Wycombe District Council has been accused of “negligence on a grand scale” for selling off its housing stock to Red Kite for “just a few per cent of its value” – amid concerns that a flagship redevelopment plan has still not been completed, seven years after it was first discussed.

The district council sold off all its council housing stock to Red Kite Community Housing in 2011 – but their actions came under fire again at a full council meeting on December 10 from a member of public.

Addressing the council’s housing chief, Cllr Julia Langley, Downley resident Patrick Crotty asked what the council will do now that Red Kite is planning to sell some their assets through subsidiary companies, Pennvale and Twenty 11 – without having created the “overdue” Castlefield Star Block redevelopment.

The empty star blocks were first mooted for development in 2011 – and Red Kite plans to create 184 new homes on the site, but no work has yet started.

Cllr Langley said Red Kite is in the process of developing proposals to finally put forward a planning application for the site.

She added that the “extremely complex” transfer process was driven by strict government rules – and said they had “little to do with it”.

She said: “The two subsidiary companies you refer to are wholly owned by Red Kite, there are no shareholders who can take money out.

“Red Kite and Twenty 11 are both charitable purpose organisations, any surpluses generated has to be reinvested.

“They are a tax efficient means of ensuring any surplus generated can be returned to one of the charitable companies to use for its charitable purposes.

“Here at Wycombe District Council, members and officers are working with Red Kite with regard to their Twenty 11 pilot scheme and look forward to discussing the independent review of this pilot scheme with them in due course.

“The Castlefield Star Blocks scheme is a large project and not without risks. It is an ambitious scheme. Replacing 97 homes with 184 brand new ones is their biggest development scheme so far.”

Mr Crotty said that irrespective of the Star Block development, the 2011 deal leaves the district “poorer by hundreds of millions of pounds” and while it was a legal arrangement, said that the council had “behaved negligently on a grand scale”.

Cllr Langley did not appear to deny the claims, instead saying: “I think it is important to make it clear that since the transfer Wycombe District Council are not involved in the day to day business of Red Kite.

“Regular meetings take place with Red Kite which include the deputy leader Dominic Barnes, the cabinet member for planning David Johncock, myself and senior officers.”

Trevor Morrow, chief executive at Red Kite, said: “We can’t answer for the council, but we can say that voting for the transfer resulted in tenants receiving millions of pounds of investment in their homes to bring them up to, and keep them to, a modern standard.

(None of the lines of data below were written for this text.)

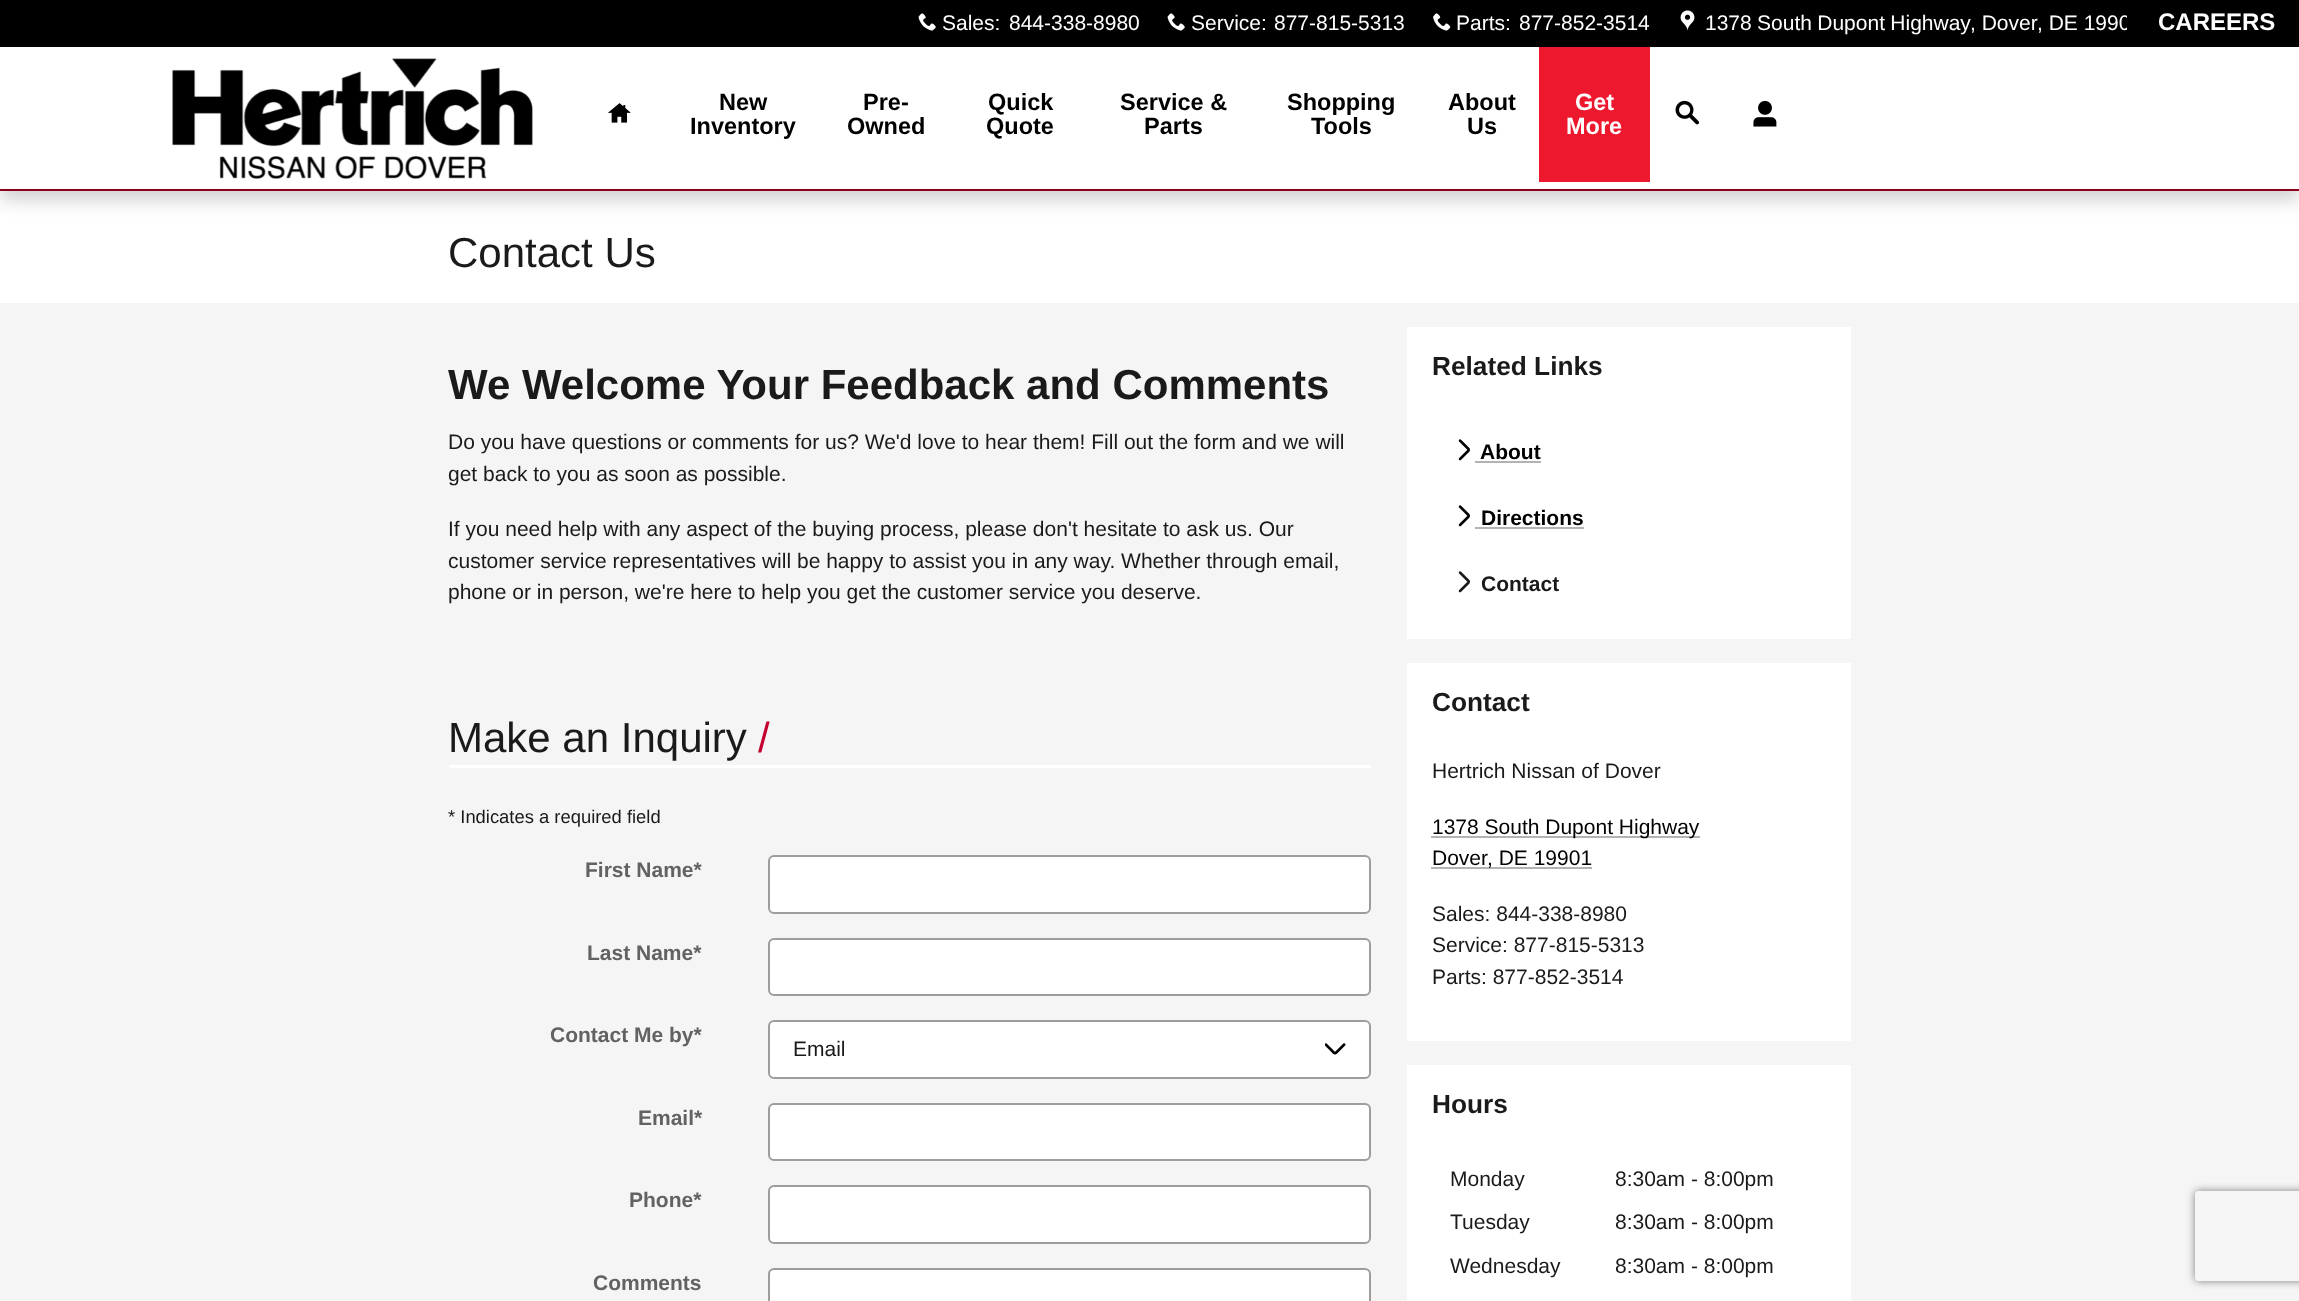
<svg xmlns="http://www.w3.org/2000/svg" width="2299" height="1301">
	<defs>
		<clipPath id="clip1"><path d="M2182 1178H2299V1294H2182ZM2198 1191H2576C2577.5 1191 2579 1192.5 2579 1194V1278C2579 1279.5 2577.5 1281 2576 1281H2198C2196.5 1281 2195 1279.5 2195 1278V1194C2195 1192.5 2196.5 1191 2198 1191Z" clip-rule="evenodd" /></clipPath>
	</defs>
	<rect width="100%" height="100%" fill="#F5F5F5" />
	<rect x="0" y="191" width="2299" height="112" fill="#FFFFFF" />
	<rect x="0" y="9" width="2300" height="191" fill="#000000" fill-opacity="0.18" filter="blur(9px)" />
	<rect x="0" y="47" width="2299" height="142" fill="#FFFFFF" />
	<rect x="0" y="189" width="2299" height="2" fill="#90001D" />
	<rect x="0" y="0" width="2127" height="47" fill="#000000" />
	<image x="918" y="13" width="18" height="18" href="assets/img1.png" />
	<g font-family="Liberation Sans" font-size="21" fill="#FFFFFF">
		<text x="942" y="30">Sales:</text>
		<text x="1009" y="30">844-338-8980</text>
	</g>
	<image x="1167" y="13" width="18" height="18" href="assets/img1.png" />
	<g font-family="Liberation Sans" font-size="21" fill="#FFFFFF">
		<text x="1191" y="30">Service:</text>
		<text x="1274" y="30">877-815-5313</text>
	</g>
	<image x="1433" y="13" width="18" height="18" href="assets/img2.png" />
	<g font-family="Liberation Sans" font-size="21" fill="#FFFFFF">
		<text x="1456" y="30">Parts:</text>
		<text x="1519" y="30">877-852-3514</text>
	</g>
	<image x="1680" y="10" width="15" height="21" href="assets/img3.png" />
	<g font-family="Liberation Sans" font-size="21" fill="#FFFFFF">
		<text x="1705" y="30" word-spacing="-0.5">1378 South Dupont Highway</text>
		<text x="1970" y="30">, Dover</text>
		<text x="2037" y="30">, DE 1990</text>
	</g>
	<rect x="2127" y="0" width="172" height="47" fill="#000000" />
	<text x="2158" y="30" font-family="Liberation Sans" font-size="24" font-weight="700" fill="#FFFFFF">CAREERS</text>
	<image x="172" y="58" width="361" height="121" href="assets/img4.png" />
	<image x="608" y="103" width="23" height="20" href="assets/img5.png" />
	<g font-family="Liberation Sans" font-size="23.5" font-weight="700" fill="#000000">
		<text x="719" y="110">New</text>
		<text x="690" y="134">Inventory</text>
		<text x="863" y="110">Pre-</text>
		<text x="847" y="134">Owned</text>
		<text x="988" y="110">Quick</text>
		<text x="986" y="134">Quote</text>
		<text x="1120" y="110">Service &amp;</text>
		<text x="1144" y="134">Parts</text>
		<text x="1287" y="110">Shopping</text>
		<text x="1311" y="134">Tools</text>
		<text x="1448" y="110">About</text>
		<text x="1467" y="134">Us</text>
	</g>
	<rect x="1539" y="47" width="111" height="135" fill="#ED182D" />
	<g font-family="Liberation Sans" font-size="23.5" font-weight="700" fill="#FFFFFF">
		<text x="1575" y="110">Get</text>
		<text x="1566" y="134">More</text>
	</g>
	<image x="1675" y="100" width="25" height="25" href="assets/img6.png" />
	<image x="1753" y="100" width="24" height="27" href="assets/img7.png" />
	<text x="448" y="267" font-family="Liberation Sans" font-size="42" fill="#1A1A1A">Contact Us</text>
	<text x="448" y="399" font-family="Liberation Sans" font-size="42" font-weight="700" fill="#1A1A1A">We Welcome Your Feedback and Comments</text>
	<g font-family="Liberation Sans" font-size="21" fill="#1A1A1A">
		<text x="448" y="449">Do you have questions or comments for us? We'd love to hear them! Fill out the form and we will</text>
		<text x="448" y="481">get back to you as soon as possible.</text>
		<text x="448" y="536">If you need help with any aspect of the buying process, please don't hesitate to ask us. Our</text>
		<text x="448" y="568">customer service representatives will be happy to assist you in any way. Whether through email,</text>
		<text x="448" y="599">phone or in person, we're here to help you get the customer service you deserve.</text>
	</g>
	<rect x="449" y="765" width="922" height="3" fill="#FFFFFF" />
	<text x="448" y="752" font-family="Liberation Sans" font-size="42" fill="#1A1A1A">Make an Inquiry</text>
	<text x="758" y="752" font-family="Liberation Sans" font-size="42" fill="#C3002F">/</text>
	<text x="448" y="823" font-family="Liberation Sans" font-size="18.4" fill="#1A1A1A">* Indicates a required field</text>
	<text x="585" y="877" font-family="Liberation Sans" font-size="21" font-weight="700" fill="#626262">First Name*</text>
	<rect x="769" y="856" width="601" height="57" rx="5" fill="#FFFFFF" stroke="#A09C9C" stroke-width="2" />
	<text x="587" y="960" font-family="Liberation Sans" font-size="21" font-weight="700" fill="#626262">Last Name*</text>
	<rect x="769" y="939" width="601" height="56" rx="5" fill="#FFFFFF" stroke="#A09C9C" stroke-width="2" />
	<text x="550" y="1042" font-family="Liberation Sans" font-size="21" font-weight="700" fill="#626262">Contact Me by*</text>
	<rect x="768" y="1020" width="603" height="59" rx="6" fill="#FFFFFF" />
	<image x="1325" y="1043" width="21" height="12" href="assets/img8.png" />
	<rect x="769" y="1021" width="601" height="57" rx="5" fill="none" stroke="#A09C9C" stroke-width="2" />
	<text x="793" y="1056" font-family="Liberation Sans" font-size="21" fill="#1A1A1A">Email</text>
	<text x="638" y="1125" font-family="Liberation Sans" font-size="21" font-weight="700" fill="#626262">Email*</text>
	<rect x="769" y="1104" width="601" height="56" rx="5" fill="#FFFFFF" stroke="#A09C9C" stroke-width="2" />
	<text x="629" y="1207" font-family="Liberation Sans" font-size="21" font-weight="700" fill="#626262">Phone*</text>
	<rect x="769" y="1186" width="601" height="57" rx="5" fill="#FFFFFF" stroke="#A09C9C" stroke-width="2" />
	<text x="593" y="1290" font-family="Liberation Sans" font-size="21" font-weight="700" fill="#626262">Comments</text>
	<rect x="769" y="1269" width="601" height="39" rx="5" fill="#FFFFFF" stroke="#A09C9C" stroke-width="2" />
	<rect x="1407" y="327" width="444" height="312" fill="#FFFFFF" />
	<text x="1432" y="375" font-family="Liberation Sans" font-size="26.25" font-weight="700" fill="#1A1A1A">Related Links</text>
	<image x="1458" y="439" width="12" height="22" href="assets/img9.png" />
	<text x="1480" y="459" font-family="Liberation Sans" font-size="21" font-weight="700" fill="#000000">About</text>
	<rect x="1475" y="461" width="66" height="2" fill="#B3B3B3" />
	<image x="1458" y="505" width="12" height="22" href="assets/img9.png" />
	<text x="1481" y="525" font-family="Liberation Sans" font-size="21" font-weight="700" fill="#000000">Directions</text>
	<rect x="1475" y="527" width="109" height="2" fill="#B3B3B3" />
	<image x="1458" y="571" width="12" height="22" href="assets/img10.png" />
	<text x="1481" y="591" font-family="Liberation Sans" font-size="21" font-weight="700" fill="#1A1A1A">Contact</text>
	<rect x="1407" y="663" width="444" height="378" fill="#FFFFFF" />
	<text x="1432" y="711" font-family="Liberation Sans" font-size="26.25" font-weight="700" fill="#1A1A1A">Contact</text>
	<text x="1432" y="778" font-family="Liberation Sans" font-size="21" fill="#1A1A1A">Hertrich Nissan of Dover</text>
	<rect x="1431" y="836" width="269" height="2" fill="#B3B3B3" />
	<g font-family="Liberation Sans" font-size="21" fill="#000000">
		<text x="1432" y="834">1378 South Dupont Highway</text>
		<text x="1432" y="865">Dover</text>
	</g>
	<rect x="1431" y="867" width="161" height="2" fill="#B3B3B3" />
	<text x="1487" y="865" font-family="Liberation Sans" font-size="21" fill="#000000">, DE 19901</text>
	<g font-family="Liberation Sans" font-size="21" fill="#1A1A1A">
		<text x="1432" y="921">Sales: 844-338-8980</text>
		<text x="1432" y="952">Service: 877-815-5313</text>
		<text x="1432" y="984">Parts: 877-852-3514</text>
	</g>
	<rect x="1407" y="1065" width="444" height="236" fill="#FFFFFF" />
	<text x="1432" y="1113" font-family="Liberation Sans" font-size="26.25" font-weight="700" fill="#1A1A1A">Hours</text>
	<g font-family="Liberation Sans" font-size="21" fill="#1A1A1A">
		<text x="1450" y="1186">Monday</text>
		<text x="1615" y="1186">8:30am - 8:00pm</text>
		<text x="1450" y="1229">Tuesday</text>
		<text x="1615" y="1229">8:30am - 8:00pm</text>
		<text x="1450" y="1273">Wednesday</text>
		<text x="1615" y="1273">8:30am - 8:00pm</text>
	</g>
	<g clip-path="url(#clip1)">
		<rect x="2195" y="1191" width="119" height="90" rx="3" fill="#808080" filter="blur(4px)" />
	</g>
</svg>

“This is something the council could not have done owing to constraints on borrowing.

“Putting the decision to a vote of tenants and then seeing a majority decision though is in our view democratic, not negligent.

“We have an ambitious development programme to build 375 homes by 2023, providing a range of different tenure types of homes that meet people’s individual affordability.

“Homes that we build to sell will help subsidise homes for social and flexible rent - in that way, not only are we helping the whole community, but we are still able to build truly affordable homes for those that need them.”

He also confirmed that Red Kite will submit a planning application for the Star Blocks site before the end of the year – with work set to get underway in late 2019.

Mr Morrow added: “To deliver this scheme we require subsidy from other projects. If we were a commercial developer this scheme would not proceed as it makes a loss on the high volume of affordable homes.”